La régulation annuelle des provisions pour charges

La régulation annuelle des provisions pour charges

Tous les mois, en plus du loyer, le locataire verse une provision pour charges. Les comptes et la régularisation se font une fois par an.

C’est prévu dans le contrat de location : au loyer s’ajoute une provision pour charges, calculée sur 1/12 des charges de l’année écoulée.

Sauf lorsqu’il s’agit d’un logement occupé pour la première fois, situation pour laquelle le bailleur s’en tient à une estimation.

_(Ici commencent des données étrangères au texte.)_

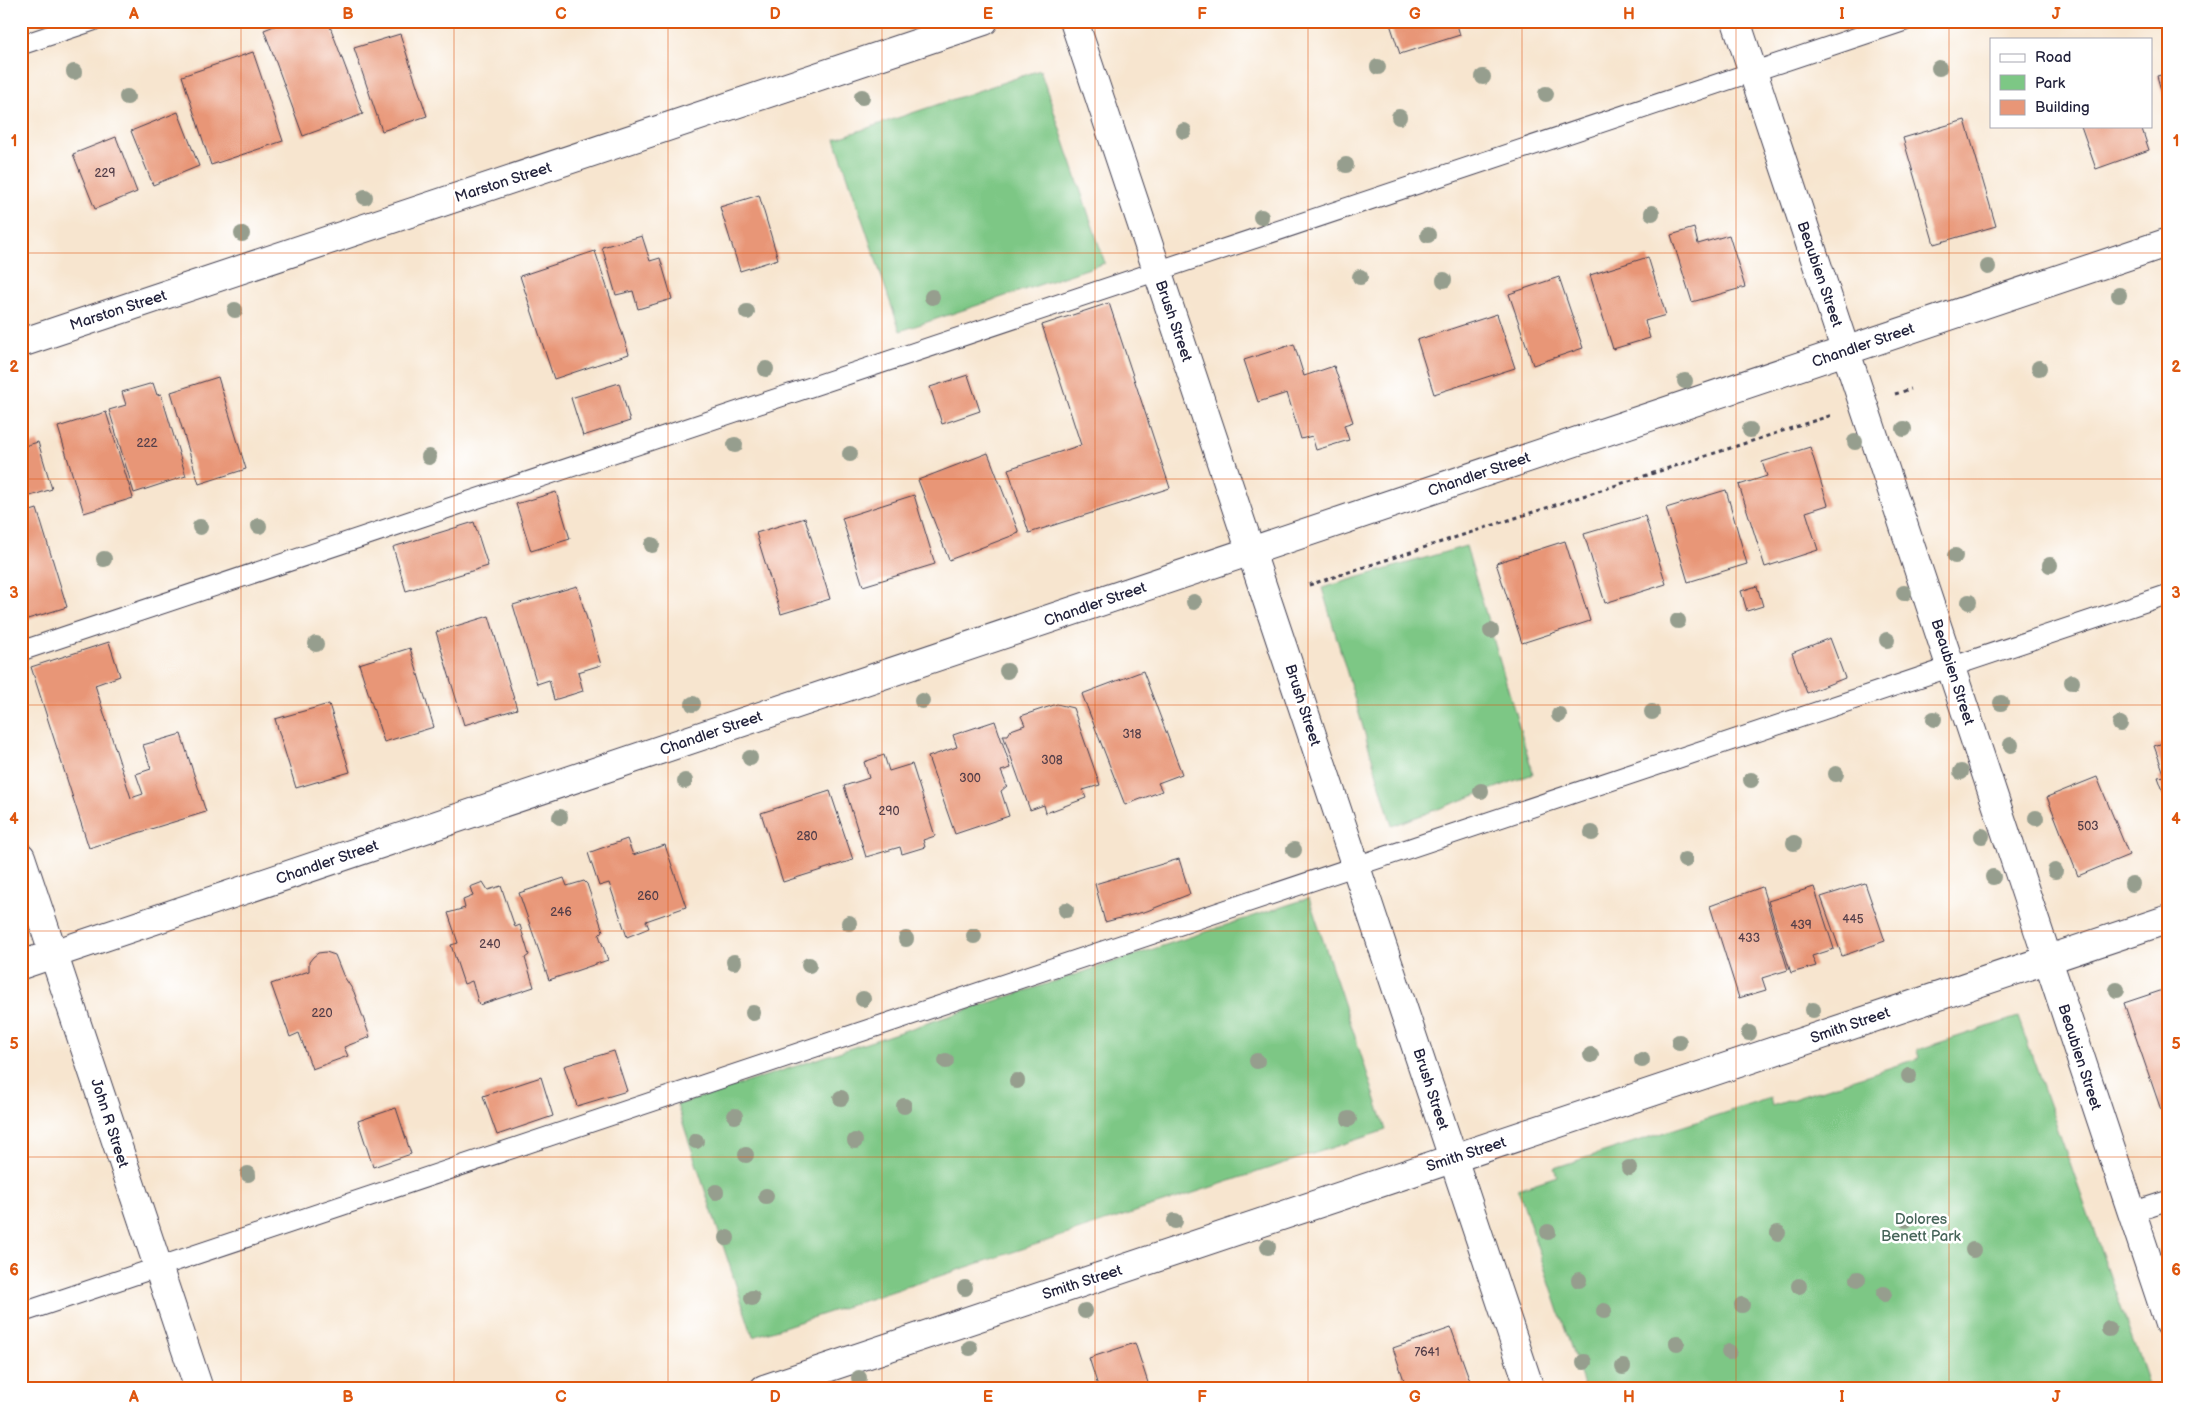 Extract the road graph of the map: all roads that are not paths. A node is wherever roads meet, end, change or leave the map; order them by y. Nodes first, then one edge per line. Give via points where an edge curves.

Une fois le périmètre des charges récupérables déterminé, la régularisation annuelle s’effectue sur justificatifs.

Verser un complément ou se faire rembourser

La loi impose au propriétaire de régulariser au moins une fois par an le montant des charges. Cette opération consiste à comparer la somme des provisions payées par le locataire avec le montant des charges effectivement dues.

Elle entraîne, selon le cas, le versement d’un complément par le locataire ou le remboursement par le propriétaire d’une partie des provisions payées.

Il s’ensuit un ajustement, à la hausse comme à la baisse, de la provision pour charges mensuelle.

Décompte des charges et justificatifs

Un mois avant la régularisation, votre propriétaire vous adresse un décompte des charges par nature et tient à votre disposition les différentes pièces justificatives pendant un mois :

  • factures,
  • contrats de fourniture et d’exploitation,
  • décomptes des quantités consommées et du prix unitaire de chacune des catégories de charges…

Vous devrez vous déplacer si vous souhaitez contrôler votre décompte car vous ne pouvez pas exiger qu’il vous envoie ces justificatifs par courrier ni qu’il vous délivre des photocopies, même à vos frais.

Si vous n’avez pas reçu ce décompte ou si le propriétaire ne vous a pas permis de consulter les justificatifs, vous pouvez refuser de payer l’éventuel supplément qu’il vous réclame.

Les régularisations tardives pénalisées

Le propriétaire qui ne procède pas à la régularisation annuelle engage sa responsabilité à l’égard de son locataire.

La Cour de cassation (3e chambre civile, 21 mars 2012, pourvoi n° 11-14.174) a condamné à des dommages et intérêts un bailleur qui avait réclamé le paiement en une seule fois d’un arriéré de cinq ans de charges.

La loi Alur prévoit de donner au locataire la possibilité d’étaler le rappel sur douze mois si le bailleur régularise les charges plus d’un an après leur exigibilité.